Task to complete:
An unchanged copy of every record below, without pictures, is the goal.

Exercise materials:
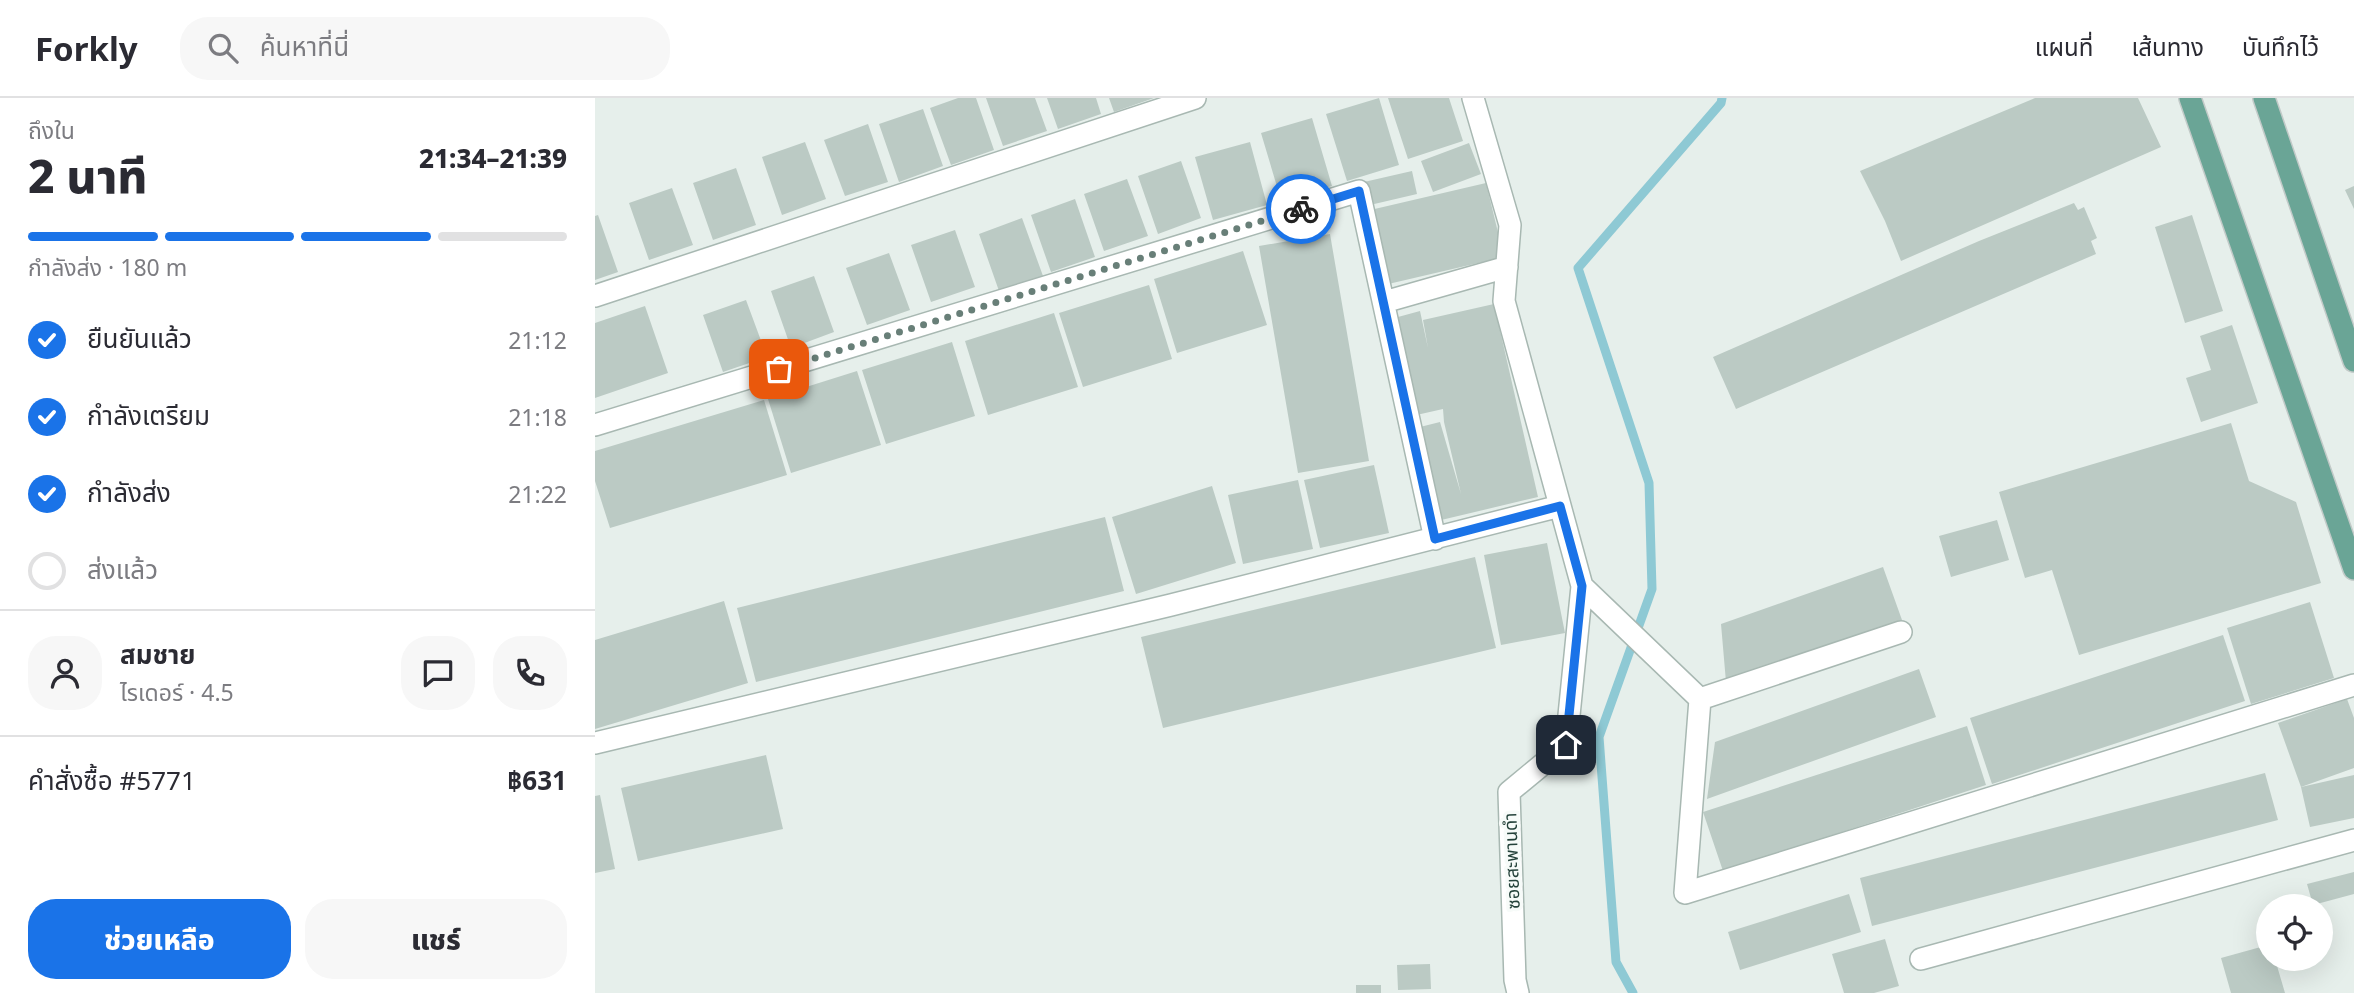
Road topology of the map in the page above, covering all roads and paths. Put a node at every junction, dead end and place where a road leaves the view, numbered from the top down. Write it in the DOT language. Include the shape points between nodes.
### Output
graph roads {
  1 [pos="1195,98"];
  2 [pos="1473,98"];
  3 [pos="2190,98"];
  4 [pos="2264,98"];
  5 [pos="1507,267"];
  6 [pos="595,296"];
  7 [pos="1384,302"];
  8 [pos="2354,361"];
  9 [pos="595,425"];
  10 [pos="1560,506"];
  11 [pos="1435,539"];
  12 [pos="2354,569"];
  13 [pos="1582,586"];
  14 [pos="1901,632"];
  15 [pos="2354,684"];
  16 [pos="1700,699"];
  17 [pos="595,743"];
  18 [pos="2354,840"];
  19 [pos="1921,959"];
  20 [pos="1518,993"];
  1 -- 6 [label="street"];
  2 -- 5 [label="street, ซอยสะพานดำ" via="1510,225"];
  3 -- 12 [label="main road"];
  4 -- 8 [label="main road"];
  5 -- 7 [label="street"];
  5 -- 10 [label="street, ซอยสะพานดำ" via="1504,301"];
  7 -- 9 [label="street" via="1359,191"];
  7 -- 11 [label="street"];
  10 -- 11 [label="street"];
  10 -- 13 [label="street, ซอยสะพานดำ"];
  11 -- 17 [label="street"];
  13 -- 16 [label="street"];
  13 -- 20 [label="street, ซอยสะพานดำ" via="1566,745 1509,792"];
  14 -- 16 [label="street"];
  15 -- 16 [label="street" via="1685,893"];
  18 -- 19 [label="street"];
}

Expected output:
Road topology of the map in the page above, covering all roads and paths. Put a node at every junction, dead end and place where a road leaves the view, numbered from the top down. Write it in the DOT language. Include the shape points between nodes.
### Output
graph roads {
  1 [pos="1195,98"];
  2 [pos="1473,98"];
  3 [pos="2190,98"];
  4 [pos="2264,98"];
  5 [pos="1507,267"];
  6 [pos="595,296"];
  7 [pos="1384,302"];
  8 [pos="2354,361"];
  9 [pos="595,425"];
  10 [pos="1560,506"];
  11 [pos="1435,539"];
  12 [pos="2354,569"];
  13 [pos="1582,586"];
  14 [pos="1901,632"];
  15 [pos="2354,684"];
  16 [pos="1700,699"];
  17 [pos="595,743"];
  18 [pos="2354,840"];
  19 [pos="1921,959"];
  20 [pos="1518,993"];
  1 -- 6 [label="street"];
  2 -- 5 [label="street, ซอยสะพานดำ" via="1510,225"];
  3 -- 12 [label="main road"];
  4 -- 8 [label="main road"];
  5 -- 7 [label="street"];
  5 -- 10 [label="street, ซอยสะพานดำ" via="1504,301"];
  7 -- 9 [label="street" via="1359,191"];
  7 -- 11 [label="street"];
  10 -- 11 [label="street"];
  10 -- 13 [label="street, ซอยสะพานดำ"];
  11 -- 17 [label="street"];
  13 -- 16 [label="street"];
  13 -- 20 [label="street, ซอยสะพานดำ" via="1566,745 1509,792"];
  14 -- 16 [label="street"];
  15 -- 16 [label="street" via="1685,893"];
  18 -- 19 [label="street"];
}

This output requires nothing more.